Instructions to follow:
Read through the material below and find each line that has the word "خمینی"; copy it.

Input data:
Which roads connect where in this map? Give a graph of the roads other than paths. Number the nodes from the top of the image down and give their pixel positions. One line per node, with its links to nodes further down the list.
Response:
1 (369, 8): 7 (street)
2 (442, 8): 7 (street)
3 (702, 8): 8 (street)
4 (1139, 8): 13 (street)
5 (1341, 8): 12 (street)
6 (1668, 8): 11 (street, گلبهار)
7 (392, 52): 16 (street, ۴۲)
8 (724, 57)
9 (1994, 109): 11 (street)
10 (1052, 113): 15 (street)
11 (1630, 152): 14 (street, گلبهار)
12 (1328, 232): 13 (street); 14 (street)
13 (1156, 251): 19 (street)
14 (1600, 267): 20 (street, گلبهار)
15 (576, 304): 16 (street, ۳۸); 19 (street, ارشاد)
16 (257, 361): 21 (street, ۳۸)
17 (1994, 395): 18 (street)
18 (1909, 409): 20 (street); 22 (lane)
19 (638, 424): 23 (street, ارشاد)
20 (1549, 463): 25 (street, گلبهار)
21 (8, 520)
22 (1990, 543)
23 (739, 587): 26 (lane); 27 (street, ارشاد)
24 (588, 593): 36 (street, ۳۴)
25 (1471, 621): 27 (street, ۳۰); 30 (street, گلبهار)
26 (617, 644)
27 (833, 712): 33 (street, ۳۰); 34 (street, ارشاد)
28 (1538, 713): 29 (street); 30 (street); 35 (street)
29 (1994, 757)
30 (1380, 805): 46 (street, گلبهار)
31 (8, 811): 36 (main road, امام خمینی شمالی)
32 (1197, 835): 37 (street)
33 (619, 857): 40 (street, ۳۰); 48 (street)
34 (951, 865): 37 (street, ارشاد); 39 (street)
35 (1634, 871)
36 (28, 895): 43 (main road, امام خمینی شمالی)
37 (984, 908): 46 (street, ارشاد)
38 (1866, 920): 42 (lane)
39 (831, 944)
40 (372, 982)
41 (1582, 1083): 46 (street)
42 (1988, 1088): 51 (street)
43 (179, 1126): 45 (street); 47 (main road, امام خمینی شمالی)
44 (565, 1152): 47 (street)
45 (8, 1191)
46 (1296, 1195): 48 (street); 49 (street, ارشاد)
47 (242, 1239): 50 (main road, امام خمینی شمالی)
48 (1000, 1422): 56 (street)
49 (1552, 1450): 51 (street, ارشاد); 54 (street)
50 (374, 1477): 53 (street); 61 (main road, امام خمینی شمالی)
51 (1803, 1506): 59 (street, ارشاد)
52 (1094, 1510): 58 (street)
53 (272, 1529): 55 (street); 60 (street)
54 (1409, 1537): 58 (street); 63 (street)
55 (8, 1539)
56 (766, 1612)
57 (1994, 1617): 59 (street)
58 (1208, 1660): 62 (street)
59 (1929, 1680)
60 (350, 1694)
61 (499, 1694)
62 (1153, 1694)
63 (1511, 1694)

Response to this task:
31 (8, 811): 36 (main road, امام خمینی شمالی)
36 (28, 895): 43 (main road, امام خمینی شمالی)
43 (179, 1126): 45 (street); 47 (main road, امام خمینی شمالی)
47 (242, 1239): 50 (main road, امام خمینی شمالی)
50 (374, 1477): 53 (street); 61 (main road, امام خمینی شمالی)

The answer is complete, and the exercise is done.